Work item> Using the listing that follows, report how many lines include the word "dead", and add no other words.

Task material>
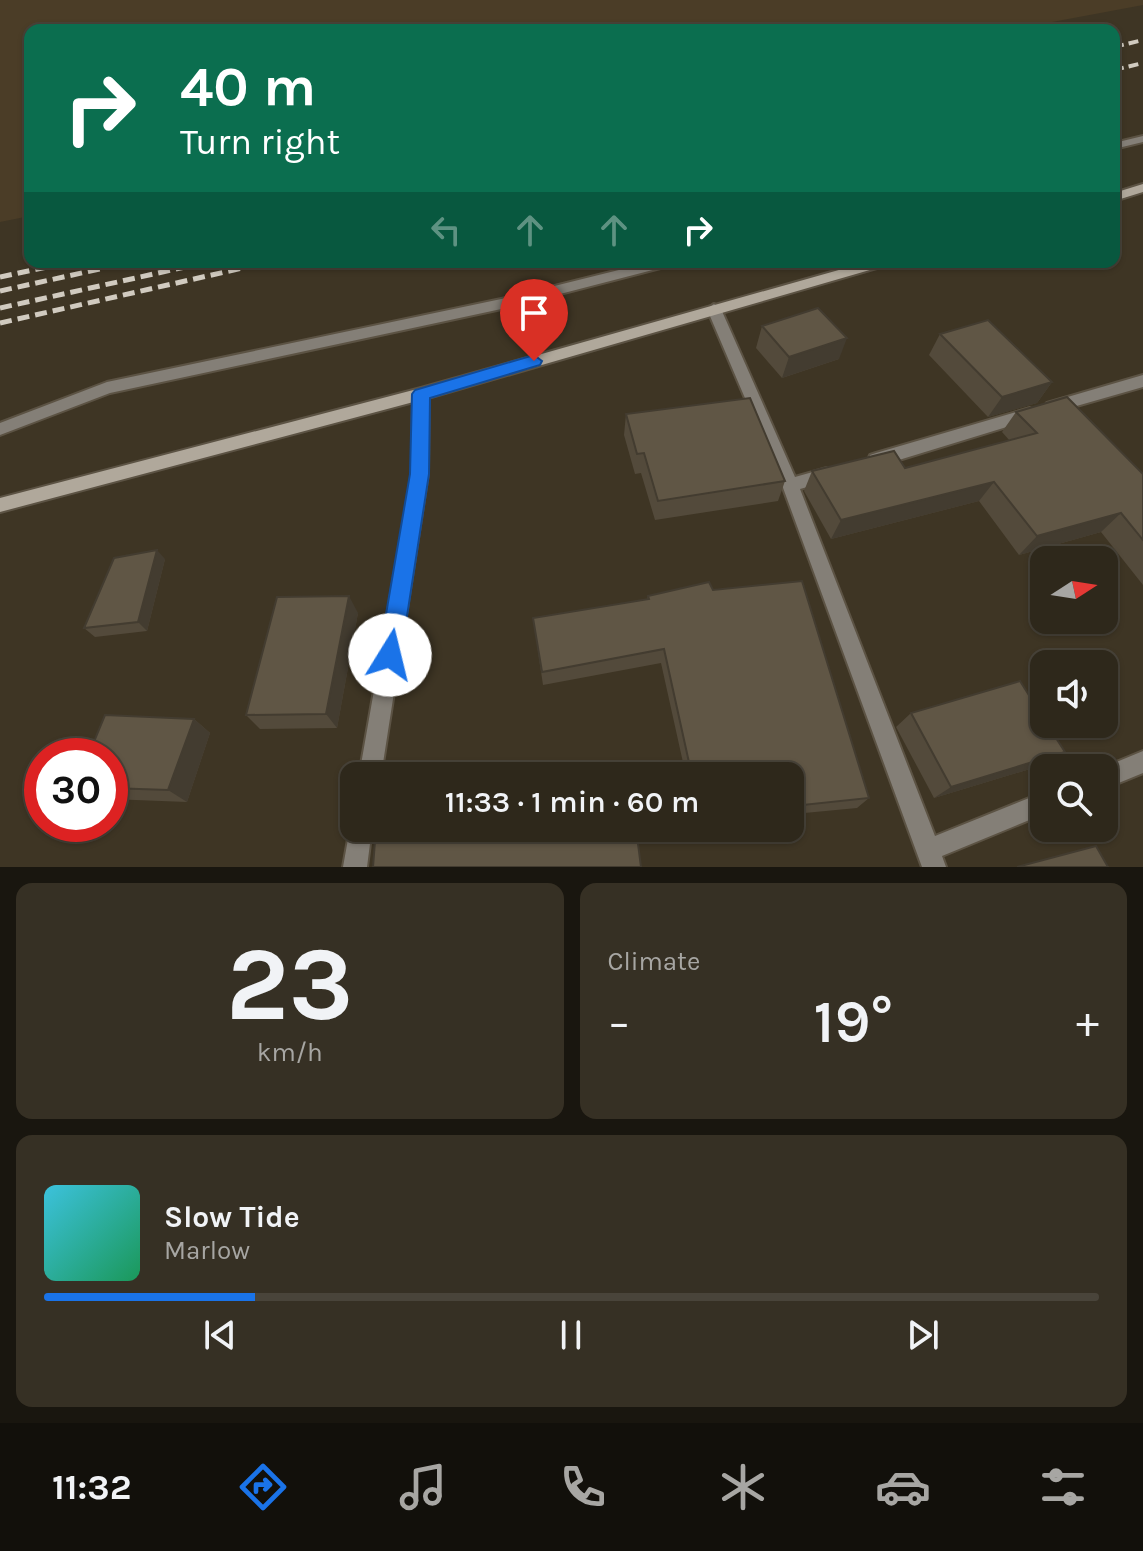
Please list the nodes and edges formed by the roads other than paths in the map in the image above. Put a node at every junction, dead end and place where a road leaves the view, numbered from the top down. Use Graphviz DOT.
graph roads {
  1 [pos="1143,139"];
  2 [pos="1120,145"];
  3 [pos="1143,188"];
  4 [pos="1120,195"];
  5 [pos="643,268"];
  6 [pos="861,268"];
  7 [pos="714,309"];
  8 [pos="1143,381"];
  9 [pos="421,394"];
  10 [pos="0,429"];
  11 [pos="790,485"];
  12 [pos="0,505"];
  13 [pos="372,762"];
  14 [pos="1143,762"];
  15 [pos="1118,772"];
  16 [pos="1030,810"];
  17 [pos="359,842"];
  18 [pos="931,859"];
  19 [pos="355,867"];
  1 -- 2 [label="street"];
  3 -- 4 [label="street"];
  5 -- 10 [label="street"];
  6 -- 7 [label="street"];
  7 -- 9 [label="street"];
  7 -- 11 [label="street"];
  8 -- 11 [label="street"];
  9 -- 12 [label="street"];
  9 -- 13 [label="street"];
  11 -- 18 [label="street"];
  14 -- 15 [label="street"];
  16 -- 18 [label="street"];
  17 -- 19 [label="street"];
}
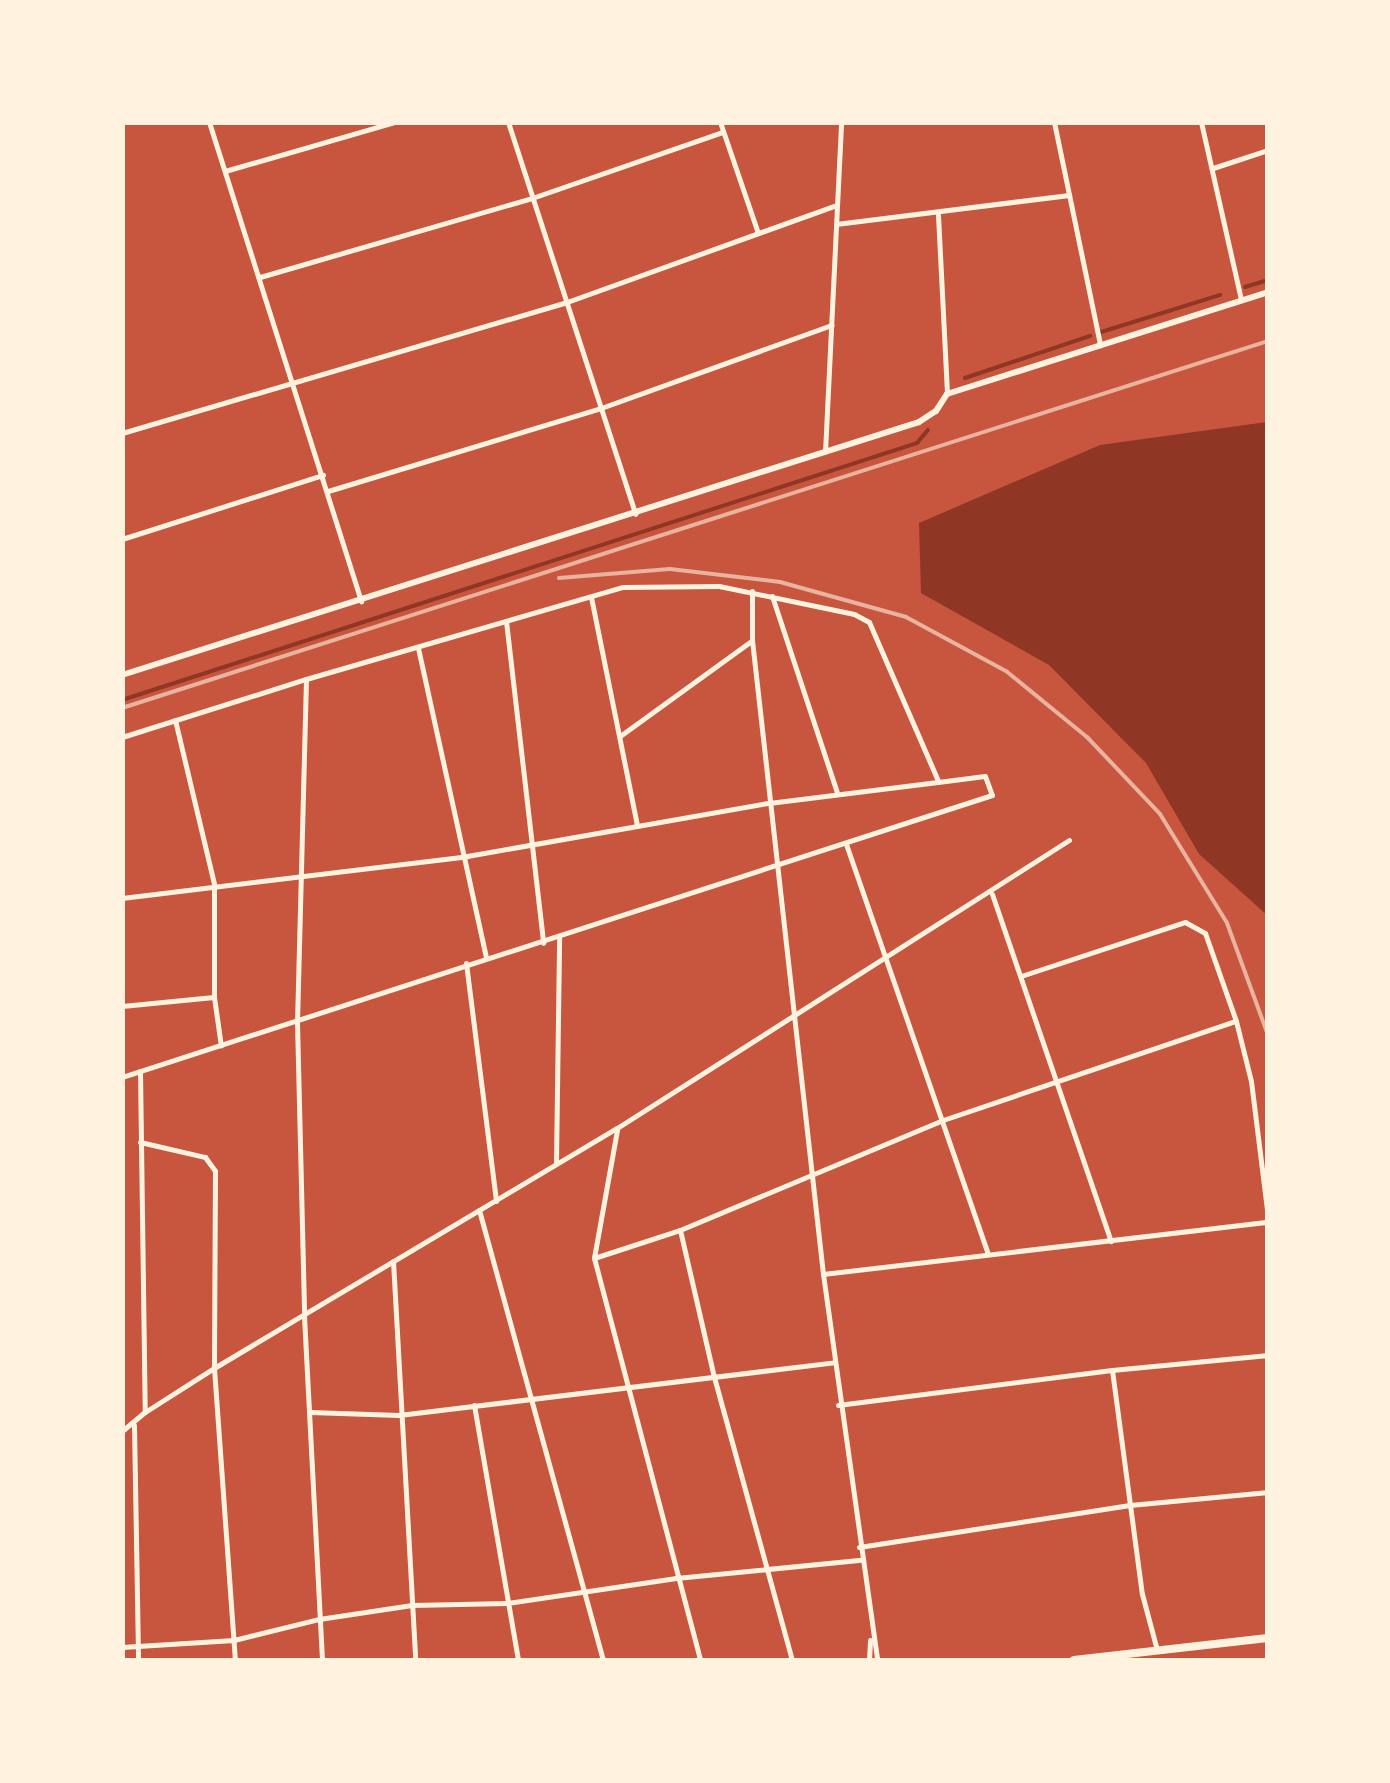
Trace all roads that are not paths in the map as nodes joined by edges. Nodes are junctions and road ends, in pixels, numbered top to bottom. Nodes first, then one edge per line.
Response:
1 (209, 122) edge
2 (396, 122) edge
3 (508, 122) edge
4 (720, 122) edge
5 (841, 122) edge
6 (1054, 122) edge
7 (1201, 122) edge
8 (723, 132) junction
9 (1268, 150) edge
10 (1213, 168) junction
11 (225, 171) junction
12 (1069, 196) junction
13 (532, 198) junction
14 (834, 206) junction
15 (938, 214) junction
16 (836, 224) junction
17 (758, 233) junction
18 (260, 276) junction
19 (1268, 292) edge
20 (1242, 301) junction
21 (567, 302) junction
22 (832, 326) junction
23 (1100, 344) junction
24 (291, 382) junction
25 (947, 394) junction
26 (601, 408) junction
27 (122, 433) edge
28 (825, 452) junction
29 (323, 475) junction
30 (328, 492) junction
31 (635, 514) junction
32 (122, 539) edge
33 (752, 591) junction
34 (772, 596) junction
35 (591, 598) junction
36 (361, 601) junction
37 (506, 621) junction
38 (752, 640) junction
39 (418, 648) junction
40 (122, 674) edge
41 (306, 678) junction
42 (174, 720) junction
43 (620, 736) junction
44 (122, 737) edge
45 (938, 782) junction
46 (837, 794) junction
47 (769, 803) junction
48 (637, 825) junction
49 (1069, 840) dead end
50 (532, 841) junction
51 (846, 844) junction
52 (467, 856) junction
53 (776, 865) junction
54 (300, 873) junction
55 (214, 884) junction
56 (992, 894) junction
57 (122, 898) edge
58 (560, 938) junction
59 (544, 942) junction
60 (486, 957) junction
61 (886, 958) junction
62 (466, 963) junction
63 (1021, 976) junction
64 (214, 996) junction
65 (122, 1006) edge
66 (795, 1014) junction
67 (1236, 1021) junction
68 (297, 1022) junction
69 (221, 1047) junction
70 (140, 1071) junction
71 (122, 1077) edge
72 (1059, 1082) junction
73 (942, 1120) junction
74 (617, 1128) junction
75 (140, 1142) junction
76 (556, 1162) junction
77 (814, 1172) junction
78 (496, 1201) junction
79 (480, 1210) junction
80 (1268, 1219) edge
81 (680, 1230) junction
82 (1111, 1241) junction
83 (988, 1254) junction
84 (594, 1258) junction
85 (393, 1261) junction
86 (823, 1274) junction
87 (304, 1316) junction
88 (1268, 1355) edge
89 (834, 1362) junction
90 (214, 1368) junction
91 (1112, 1370) junction
92 (714, 1377) junction
93 (628, 1388) junction
94 (532, 1400) junction
95 (474, 1406) junction
96 (838, 1406) junction
97 (144, 1412) junction
98 (310, 1412) junction
99 (399, 1414) junction
100 (134, 1425) junction
101 (122, 1431) edge
102 (1268, 1492) edge
103 (1130, 1505) junction
104 (859, 1547) junction
105 (861, 1560) junction
106 (767, 1569) junction
107 (676, 1578) junction
108 (584, 1591) junction
109 (507, 1603) junction
110 (412, 1605) junction
111 (319, 1619) junction
112 (871, 1637) junction
113 (1268, 1638) edge
114 (234, 1640) junction
115 (137, 1645) junction
116 (122, 1647) edge
117 (1157, 1650) junction
118 (1140, 1657) edge
119 (138, 1660) edge
120 (235, 1660) edge
121 (322, 1660) edge
122 (415, 1660) edge
123 (518, 1660) edge
124 (603, 1660) edge
125 (700, 1660) edge
126 (792, 1660) edge
127 (869, 1660) edge
128 (877, 1660) edge
129 (1074, 1660) edge

1 - 11 street
2 - 11 street
3 - 13 street
4 - 8 street
5 - 14 street
6 - 12 street
7 - 10 street
8 - 13 street
8 - 17 street
9 - 10 street
10 - 20 street
11 - 18 street
12 - 15 street
12 - 23 street
13 - 18 street
13 - 21 street
14 - 16 street
14 - 17 street
15 - 16 street
15 - 25 street
16 - 22 street
17 - 21 street
18 - 24 street
19 - 20 street
20 - 23 street
21 - 24 street
21 - 26 street
22 - 26 street
22 - 28 street
23 - 25 street
24 - 27 street
24 - 29 street
25 - 28 street
26 - 30 street
26 - 31 street
28 - 31 street
29 - 30 street
29 - 32 street
30 - 36 street
31 - 36 street
33 - 34 street
33 - 35 street
33 - 38 street
34 - 45 street
34 - 46 street
35 - 37 street
35 - 43 street
36 - 40 street
37 - 39 street
37 - 50 street
38 - 43 street
38 - 47 street
39 - 41 street
39 - 52 street
41 - 42 street
41 - 54 street
42 - 44 street
42 - 55 street
43 - 48 street
45 - 46 street
45 - 51 street
46 - 47 street
47 - 48 street
47 - 53 street
48 - 50 street
49 - 56 street
50 - 52 street
50 - 59 street
51 - 53 street
51 - 61 street
52 - 54 street
52 - 60 street
53 - 58 street
53 - 66 street
54 - 55 street
54 - 68 street
55 - 57 street
55 - 64 street
56 - 61 street
56 - 63 street
58 - 59 street
58 - 76 street
59 - 60 street
60 - 62 street
61 - 66 street
61 - 73 street
62 - 68 street
62 - 78 street
63 - 67 street
63 - 72 street
64 - 65 street
64 - 69 street
66 - 74 street
66 - 77 street
67 - 72 street
67 - 80 street
68 - 69 street
68 - 87 street
69 - 70 street
70 - 71 street
70 - 75 street
72 - 73 street
72 - 82 street
73 - 77 street
73 - 83 street
74 - 76 street
74 - 84 street
75 - 90 street
75 - 97 street
76 - 78 street
77 - 81 street
77 - 86 street
78 - 79 street
79 - 85 street
79 - 94 street
80 - 82 street
81 - 84 street
81 - 92 street
82 - 83 street
83 - 86 street
84 - 93 street
85 - 87 street
85 - 99 street
86 - 89 street
87 - 90 street
87 - 98 street
88 - 91 street
89 - 92 street
89 - 96 street
90 - 97 street
90 - 114 street
91 - 96 street
91 - 103 street
92 - 93 street
92 - 106 street
93 - 94 street
93 - 107 street
94 - 95 street
94 - 108 street
95 - 99 street
95 - 109 street
96 - 104 street
97 - 100 street
98 - 99 street
98 - 111 street
99 - 110 street
100 - 101 street
100 - 115 street
102 - 103 street
103 - 104 street
103 - 117 street
104 - 105 street
105 - 106 street
105 - 112 street
106 - 107 street
106 - 126 street
107 - 108 street
107 - 125 street
108 - 109 street
108 - 124 street
109 - 110 street
109 - 123 street
110 - 111 street
110 - 122 street
111 - 114 street
111 - 121 street
112 - 127 street
112 - 128 street
113 - 117 main road
114 - 115 street
114 - 120 street
115 - 116 street
115 - 119 street
117 - 118 main road
118 - 129 main road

Result of the task> 2